People consider mobile homes as being outwith the normal range of provision. However, there are more than 200,000 mobile homes throughout the country. At a modest estimate, that means half a million people. Often those people lose out in terms of the protection afforded to them in this regard. Most mobile home parks are well run and most of the residents are happy. But some site owners are very reluctant to play the game by their residents. I do not deny that it is a commercial business, but some owners take advantage.

When a water charge is to be met and, by agreement, it is shared by those who use the water, one would think that reasonable--it does not always happen--and one would think it reasonable that the site owner seeks to make a profit. However, it is not unreasonable that the individuals concerned should raise the issue. But it is a sad fact that many of the residents of mobile homes are elderly and vulnerable. They are disadvantaged in many ways. Sometimes they have difficulty in raising the issue with the owners of the sites. One solution would be for them to take the owners to court--of course they could, at a cost--but, with the increasing pressure on legal aid, they would have difficulty in finding the money to do so. I am talking about site owners who know that they are doing wrong--and persist in doing so--and the vulnerable individual is the one who suffers.

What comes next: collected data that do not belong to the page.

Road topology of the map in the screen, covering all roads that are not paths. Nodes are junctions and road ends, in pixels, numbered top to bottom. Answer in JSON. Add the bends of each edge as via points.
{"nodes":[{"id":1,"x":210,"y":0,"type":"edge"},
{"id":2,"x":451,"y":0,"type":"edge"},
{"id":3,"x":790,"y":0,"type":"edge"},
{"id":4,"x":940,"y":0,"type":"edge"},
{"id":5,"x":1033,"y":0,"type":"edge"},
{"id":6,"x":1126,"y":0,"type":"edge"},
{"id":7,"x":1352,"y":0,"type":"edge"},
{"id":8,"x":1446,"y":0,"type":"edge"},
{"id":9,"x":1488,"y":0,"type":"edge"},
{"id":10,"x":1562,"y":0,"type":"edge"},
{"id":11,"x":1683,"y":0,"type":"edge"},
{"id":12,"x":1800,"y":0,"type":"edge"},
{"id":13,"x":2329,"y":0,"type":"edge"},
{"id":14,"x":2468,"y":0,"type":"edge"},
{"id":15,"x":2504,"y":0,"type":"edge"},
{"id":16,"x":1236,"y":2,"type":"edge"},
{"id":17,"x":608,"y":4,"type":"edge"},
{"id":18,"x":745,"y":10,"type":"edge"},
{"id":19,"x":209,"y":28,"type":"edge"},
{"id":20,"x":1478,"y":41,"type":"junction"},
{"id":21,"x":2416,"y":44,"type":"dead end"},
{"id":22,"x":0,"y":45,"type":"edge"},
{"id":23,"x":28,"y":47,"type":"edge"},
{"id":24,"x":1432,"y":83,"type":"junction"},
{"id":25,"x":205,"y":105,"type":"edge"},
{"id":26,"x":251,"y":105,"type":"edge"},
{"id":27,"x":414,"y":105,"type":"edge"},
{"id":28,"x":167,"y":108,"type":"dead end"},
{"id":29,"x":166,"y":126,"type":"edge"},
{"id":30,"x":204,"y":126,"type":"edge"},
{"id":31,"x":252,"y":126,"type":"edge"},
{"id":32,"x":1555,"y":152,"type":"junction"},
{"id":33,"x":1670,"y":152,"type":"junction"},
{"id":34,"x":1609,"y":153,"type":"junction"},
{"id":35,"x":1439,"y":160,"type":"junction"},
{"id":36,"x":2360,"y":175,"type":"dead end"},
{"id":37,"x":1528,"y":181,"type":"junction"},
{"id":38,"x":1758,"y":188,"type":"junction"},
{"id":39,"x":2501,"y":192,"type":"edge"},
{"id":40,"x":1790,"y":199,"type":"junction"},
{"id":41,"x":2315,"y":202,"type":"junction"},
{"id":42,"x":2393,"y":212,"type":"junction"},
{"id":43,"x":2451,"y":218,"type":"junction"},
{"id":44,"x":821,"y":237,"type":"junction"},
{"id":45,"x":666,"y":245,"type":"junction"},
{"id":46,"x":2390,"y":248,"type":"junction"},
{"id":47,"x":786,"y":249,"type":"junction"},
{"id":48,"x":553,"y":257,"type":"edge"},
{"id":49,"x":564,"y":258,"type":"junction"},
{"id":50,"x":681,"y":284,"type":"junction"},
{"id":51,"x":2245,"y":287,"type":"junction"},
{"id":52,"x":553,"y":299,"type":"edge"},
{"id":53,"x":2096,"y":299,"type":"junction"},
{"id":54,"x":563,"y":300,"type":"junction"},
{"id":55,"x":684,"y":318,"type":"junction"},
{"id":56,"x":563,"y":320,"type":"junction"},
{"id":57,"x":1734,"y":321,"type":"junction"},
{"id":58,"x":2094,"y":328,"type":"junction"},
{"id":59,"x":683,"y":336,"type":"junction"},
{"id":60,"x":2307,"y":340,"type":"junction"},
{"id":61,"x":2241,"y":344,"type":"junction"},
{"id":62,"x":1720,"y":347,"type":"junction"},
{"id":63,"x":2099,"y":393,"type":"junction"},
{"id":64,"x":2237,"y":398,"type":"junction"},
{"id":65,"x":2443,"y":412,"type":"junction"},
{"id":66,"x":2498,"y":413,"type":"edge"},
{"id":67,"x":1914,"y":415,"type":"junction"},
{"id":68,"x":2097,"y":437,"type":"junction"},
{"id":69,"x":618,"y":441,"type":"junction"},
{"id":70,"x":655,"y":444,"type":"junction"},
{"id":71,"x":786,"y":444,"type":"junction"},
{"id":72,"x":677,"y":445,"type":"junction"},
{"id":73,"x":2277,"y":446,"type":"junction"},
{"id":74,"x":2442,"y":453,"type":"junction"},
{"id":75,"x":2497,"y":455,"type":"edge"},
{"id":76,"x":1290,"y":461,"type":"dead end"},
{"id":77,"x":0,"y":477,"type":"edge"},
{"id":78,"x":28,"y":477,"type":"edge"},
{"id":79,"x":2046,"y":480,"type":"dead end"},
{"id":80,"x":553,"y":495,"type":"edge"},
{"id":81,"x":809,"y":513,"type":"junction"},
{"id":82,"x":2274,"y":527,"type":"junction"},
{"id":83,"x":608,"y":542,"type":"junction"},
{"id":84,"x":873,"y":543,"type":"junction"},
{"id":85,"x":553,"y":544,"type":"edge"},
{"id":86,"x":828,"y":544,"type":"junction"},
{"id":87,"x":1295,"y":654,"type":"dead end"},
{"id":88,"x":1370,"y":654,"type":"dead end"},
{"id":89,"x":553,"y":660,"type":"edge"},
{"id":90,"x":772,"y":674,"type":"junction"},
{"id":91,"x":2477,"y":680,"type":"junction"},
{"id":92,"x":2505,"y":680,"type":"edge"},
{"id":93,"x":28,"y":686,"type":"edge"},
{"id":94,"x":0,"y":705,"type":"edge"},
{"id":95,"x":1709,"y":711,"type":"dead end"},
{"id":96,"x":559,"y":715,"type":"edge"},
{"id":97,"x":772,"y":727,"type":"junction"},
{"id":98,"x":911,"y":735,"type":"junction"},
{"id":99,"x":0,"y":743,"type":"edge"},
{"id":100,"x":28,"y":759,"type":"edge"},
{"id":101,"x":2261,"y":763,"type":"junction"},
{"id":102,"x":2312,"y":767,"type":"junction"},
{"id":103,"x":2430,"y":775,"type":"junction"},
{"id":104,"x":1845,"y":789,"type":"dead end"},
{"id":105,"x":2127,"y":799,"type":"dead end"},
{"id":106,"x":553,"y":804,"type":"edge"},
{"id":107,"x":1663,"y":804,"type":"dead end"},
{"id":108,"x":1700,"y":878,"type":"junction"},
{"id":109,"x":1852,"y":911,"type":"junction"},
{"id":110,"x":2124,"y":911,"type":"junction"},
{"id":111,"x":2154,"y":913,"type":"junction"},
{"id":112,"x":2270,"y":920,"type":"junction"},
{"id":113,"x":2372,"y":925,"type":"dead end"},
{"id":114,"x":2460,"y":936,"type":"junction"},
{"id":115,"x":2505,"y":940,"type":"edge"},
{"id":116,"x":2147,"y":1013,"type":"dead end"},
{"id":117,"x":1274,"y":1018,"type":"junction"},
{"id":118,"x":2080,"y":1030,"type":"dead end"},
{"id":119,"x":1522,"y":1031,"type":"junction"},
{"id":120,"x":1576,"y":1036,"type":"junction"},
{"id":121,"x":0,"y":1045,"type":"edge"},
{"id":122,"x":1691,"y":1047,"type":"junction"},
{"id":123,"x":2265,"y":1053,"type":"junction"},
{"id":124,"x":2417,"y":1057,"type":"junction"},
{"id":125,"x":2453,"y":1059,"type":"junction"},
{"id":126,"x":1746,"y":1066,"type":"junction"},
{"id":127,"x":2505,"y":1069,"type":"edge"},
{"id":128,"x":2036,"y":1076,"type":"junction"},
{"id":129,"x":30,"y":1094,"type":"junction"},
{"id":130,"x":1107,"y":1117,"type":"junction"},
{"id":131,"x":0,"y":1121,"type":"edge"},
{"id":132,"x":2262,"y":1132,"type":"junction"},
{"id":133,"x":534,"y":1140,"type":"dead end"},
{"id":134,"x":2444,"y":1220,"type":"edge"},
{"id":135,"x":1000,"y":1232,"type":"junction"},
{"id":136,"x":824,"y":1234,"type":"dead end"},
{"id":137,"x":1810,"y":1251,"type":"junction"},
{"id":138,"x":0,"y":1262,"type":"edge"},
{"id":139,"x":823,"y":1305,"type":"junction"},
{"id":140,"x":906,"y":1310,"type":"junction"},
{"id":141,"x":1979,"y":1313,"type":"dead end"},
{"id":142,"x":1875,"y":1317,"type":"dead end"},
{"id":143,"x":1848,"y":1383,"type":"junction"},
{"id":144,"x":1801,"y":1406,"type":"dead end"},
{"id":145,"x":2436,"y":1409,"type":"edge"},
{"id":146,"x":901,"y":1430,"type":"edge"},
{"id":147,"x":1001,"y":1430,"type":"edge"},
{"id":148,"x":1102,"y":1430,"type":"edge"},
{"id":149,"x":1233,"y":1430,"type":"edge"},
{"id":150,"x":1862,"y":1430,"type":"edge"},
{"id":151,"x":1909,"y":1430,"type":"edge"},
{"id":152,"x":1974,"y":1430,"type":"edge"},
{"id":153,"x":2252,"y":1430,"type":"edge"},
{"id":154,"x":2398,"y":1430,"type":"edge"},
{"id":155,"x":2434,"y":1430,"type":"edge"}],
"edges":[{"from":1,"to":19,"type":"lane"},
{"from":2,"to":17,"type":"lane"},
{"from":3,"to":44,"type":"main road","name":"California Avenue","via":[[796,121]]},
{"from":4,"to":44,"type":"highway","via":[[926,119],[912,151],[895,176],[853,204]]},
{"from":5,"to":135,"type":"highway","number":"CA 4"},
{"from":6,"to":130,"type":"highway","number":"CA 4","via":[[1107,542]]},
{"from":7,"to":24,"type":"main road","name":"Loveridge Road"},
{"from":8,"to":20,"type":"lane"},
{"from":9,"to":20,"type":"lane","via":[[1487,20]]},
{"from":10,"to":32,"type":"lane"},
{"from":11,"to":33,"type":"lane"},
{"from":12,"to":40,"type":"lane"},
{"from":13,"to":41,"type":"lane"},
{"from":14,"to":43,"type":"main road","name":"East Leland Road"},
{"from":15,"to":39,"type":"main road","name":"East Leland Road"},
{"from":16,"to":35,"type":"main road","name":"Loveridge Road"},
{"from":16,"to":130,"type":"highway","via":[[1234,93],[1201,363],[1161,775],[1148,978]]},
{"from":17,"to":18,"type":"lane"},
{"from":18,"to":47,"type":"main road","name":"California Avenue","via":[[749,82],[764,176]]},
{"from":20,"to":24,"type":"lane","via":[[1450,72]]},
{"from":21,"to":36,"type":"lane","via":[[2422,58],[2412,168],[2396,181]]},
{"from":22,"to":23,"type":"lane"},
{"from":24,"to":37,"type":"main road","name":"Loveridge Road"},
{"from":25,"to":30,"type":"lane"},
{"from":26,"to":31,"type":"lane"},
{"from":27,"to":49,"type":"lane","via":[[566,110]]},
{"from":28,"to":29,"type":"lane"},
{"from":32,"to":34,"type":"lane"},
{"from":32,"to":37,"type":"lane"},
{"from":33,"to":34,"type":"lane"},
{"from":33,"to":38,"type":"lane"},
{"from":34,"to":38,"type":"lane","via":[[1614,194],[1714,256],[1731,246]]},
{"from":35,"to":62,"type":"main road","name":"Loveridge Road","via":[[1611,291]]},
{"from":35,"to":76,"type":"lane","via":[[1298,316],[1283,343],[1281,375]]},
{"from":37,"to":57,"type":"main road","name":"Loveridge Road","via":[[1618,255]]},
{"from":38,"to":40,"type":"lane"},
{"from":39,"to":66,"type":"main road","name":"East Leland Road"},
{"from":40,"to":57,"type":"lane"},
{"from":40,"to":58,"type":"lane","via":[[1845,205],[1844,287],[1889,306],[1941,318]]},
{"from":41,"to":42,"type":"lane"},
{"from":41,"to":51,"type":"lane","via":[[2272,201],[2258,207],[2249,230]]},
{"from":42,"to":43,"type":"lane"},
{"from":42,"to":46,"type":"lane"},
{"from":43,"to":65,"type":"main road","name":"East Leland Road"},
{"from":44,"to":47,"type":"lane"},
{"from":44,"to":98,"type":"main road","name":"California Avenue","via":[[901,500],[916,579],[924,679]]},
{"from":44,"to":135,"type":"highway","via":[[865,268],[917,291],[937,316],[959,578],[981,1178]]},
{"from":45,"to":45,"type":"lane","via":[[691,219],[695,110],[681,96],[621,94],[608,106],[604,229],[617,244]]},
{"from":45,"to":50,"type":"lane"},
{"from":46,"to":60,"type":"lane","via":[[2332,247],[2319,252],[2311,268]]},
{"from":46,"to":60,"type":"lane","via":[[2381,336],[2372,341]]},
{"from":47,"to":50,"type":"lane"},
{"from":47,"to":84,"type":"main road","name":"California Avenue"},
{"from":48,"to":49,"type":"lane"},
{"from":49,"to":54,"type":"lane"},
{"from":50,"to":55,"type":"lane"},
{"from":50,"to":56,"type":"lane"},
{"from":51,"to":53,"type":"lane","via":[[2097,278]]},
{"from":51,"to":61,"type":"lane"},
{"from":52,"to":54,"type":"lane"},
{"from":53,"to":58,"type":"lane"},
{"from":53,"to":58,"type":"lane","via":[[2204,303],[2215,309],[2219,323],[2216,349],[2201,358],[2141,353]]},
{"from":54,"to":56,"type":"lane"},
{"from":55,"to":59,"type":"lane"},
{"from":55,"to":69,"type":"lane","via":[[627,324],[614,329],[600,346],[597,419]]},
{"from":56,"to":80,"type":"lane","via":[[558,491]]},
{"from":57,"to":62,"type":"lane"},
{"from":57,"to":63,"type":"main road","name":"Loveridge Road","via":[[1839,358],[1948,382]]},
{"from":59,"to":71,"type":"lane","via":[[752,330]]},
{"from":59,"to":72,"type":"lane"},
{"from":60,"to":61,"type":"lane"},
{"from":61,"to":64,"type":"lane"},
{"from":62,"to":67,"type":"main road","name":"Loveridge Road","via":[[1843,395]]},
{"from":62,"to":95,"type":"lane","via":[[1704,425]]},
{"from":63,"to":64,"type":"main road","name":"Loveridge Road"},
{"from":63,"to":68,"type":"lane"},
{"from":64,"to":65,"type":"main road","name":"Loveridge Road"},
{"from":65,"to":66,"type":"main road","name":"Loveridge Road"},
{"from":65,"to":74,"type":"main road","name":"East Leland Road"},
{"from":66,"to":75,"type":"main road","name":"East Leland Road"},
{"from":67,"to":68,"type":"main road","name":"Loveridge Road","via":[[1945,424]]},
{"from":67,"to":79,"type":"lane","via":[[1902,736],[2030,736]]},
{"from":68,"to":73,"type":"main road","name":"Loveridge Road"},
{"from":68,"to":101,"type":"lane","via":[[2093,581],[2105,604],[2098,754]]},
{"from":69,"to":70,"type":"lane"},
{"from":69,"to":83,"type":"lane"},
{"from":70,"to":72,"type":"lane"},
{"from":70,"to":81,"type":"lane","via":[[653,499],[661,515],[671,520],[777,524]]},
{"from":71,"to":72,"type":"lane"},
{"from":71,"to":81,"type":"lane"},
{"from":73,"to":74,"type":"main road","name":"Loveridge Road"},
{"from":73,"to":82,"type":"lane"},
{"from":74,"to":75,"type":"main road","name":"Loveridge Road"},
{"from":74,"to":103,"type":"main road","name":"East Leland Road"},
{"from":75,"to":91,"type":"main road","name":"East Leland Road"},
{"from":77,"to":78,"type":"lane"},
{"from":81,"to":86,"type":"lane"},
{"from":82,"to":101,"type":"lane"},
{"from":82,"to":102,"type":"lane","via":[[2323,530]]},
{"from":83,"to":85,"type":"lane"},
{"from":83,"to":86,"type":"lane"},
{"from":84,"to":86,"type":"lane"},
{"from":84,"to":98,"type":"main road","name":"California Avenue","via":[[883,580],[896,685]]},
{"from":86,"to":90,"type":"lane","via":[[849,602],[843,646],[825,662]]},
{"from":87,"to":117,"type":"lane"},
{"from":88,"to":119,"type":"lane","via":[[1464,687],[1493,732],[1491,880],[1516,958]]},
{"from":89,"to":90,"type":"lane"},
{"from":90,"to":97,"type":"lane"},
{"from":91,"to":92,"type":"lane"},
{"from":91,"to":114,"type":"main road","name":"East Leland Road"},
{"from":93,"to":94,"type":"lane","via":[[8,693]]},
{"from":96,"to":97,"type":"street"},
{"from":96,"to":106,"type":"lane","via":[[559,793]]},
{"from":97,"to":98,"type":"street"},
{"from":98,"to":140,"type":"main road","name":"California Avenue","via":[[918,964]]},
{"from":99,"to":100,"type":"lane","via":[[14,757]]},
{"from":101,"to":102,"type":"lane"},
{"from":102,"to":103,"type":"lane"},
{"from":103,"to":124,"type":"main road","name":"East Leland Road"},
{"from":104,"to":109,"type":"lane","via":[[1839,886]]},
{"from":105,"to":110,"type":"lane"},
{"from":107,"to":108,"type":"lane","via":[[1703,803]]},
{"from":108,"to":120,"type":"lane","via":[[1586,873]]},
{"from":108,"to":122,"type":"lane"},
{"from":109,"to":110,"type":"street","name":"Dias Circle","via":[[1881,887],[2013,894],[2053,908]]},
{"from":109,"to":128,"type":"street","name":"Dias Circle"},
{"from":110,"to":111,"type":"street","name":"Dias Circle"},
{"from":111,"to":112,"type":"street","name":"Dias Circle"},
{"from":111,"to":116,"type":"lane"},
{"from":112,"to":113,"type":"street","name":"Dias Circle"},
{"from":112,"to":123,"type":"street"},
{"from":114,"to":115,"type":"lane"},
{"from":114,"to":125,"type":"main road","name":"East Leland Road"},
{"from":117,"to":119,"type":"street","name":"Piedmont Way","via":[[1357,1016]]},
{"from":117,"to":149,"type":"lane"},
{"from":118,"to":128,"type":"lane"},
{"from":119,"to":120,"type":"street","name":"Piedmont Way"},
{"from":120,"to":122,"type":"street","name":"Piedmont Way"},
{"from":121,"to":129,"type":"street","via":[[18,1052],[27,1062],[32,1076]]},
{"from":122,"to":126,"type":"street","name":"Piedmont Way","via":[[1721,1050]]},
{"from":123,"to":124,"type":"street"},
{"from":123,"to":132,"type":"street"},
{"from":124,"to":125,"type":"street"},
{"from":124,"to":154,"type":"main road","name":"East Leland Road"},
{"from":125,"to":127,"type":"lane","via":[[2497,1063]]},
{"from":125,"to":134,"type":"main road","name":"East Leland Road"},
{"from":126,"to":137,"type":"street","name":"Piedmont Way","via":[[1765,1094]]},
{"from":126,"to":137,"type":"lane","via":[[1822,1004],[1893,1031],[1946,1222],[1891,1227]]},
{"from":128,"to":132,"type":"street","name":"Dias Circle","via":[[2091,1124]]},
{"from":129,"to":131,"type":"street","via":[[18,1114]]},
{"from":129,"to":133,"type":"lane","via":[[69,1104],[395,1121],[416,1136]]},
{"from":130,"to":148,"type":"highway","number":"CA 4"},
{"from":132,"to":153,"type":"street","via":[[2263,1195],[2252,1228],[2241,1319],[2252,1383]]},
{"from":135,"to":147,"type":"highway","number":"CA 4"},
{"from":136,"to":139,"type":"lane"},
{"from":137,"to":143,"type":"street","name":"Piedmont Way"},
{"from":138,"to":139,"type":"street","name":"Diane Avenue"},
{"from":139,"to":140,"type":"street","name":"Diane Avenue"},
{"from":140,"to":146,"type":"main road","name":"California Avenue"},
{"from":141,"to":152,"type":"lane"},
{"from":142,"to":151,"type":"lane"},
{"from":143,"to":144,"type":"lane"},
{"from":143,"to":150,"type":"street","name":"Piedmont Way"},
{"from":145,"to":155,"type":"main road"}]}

As my noble friend Lord Addington said, steps are being taken to remedy that. Ofwat is bringing in a remedy under Section 150 of the Water Industry Act and consultations are taking place. The gravamen of the amendment is to ask the Government whether they are aware of the problem and whether they have a better solution than the ones proposed. Is there a good reason why vulnerable, inarticulate and sometimes poor people should have to rely upon their own cash and the courts to seek redress? I do not believe that that is the case.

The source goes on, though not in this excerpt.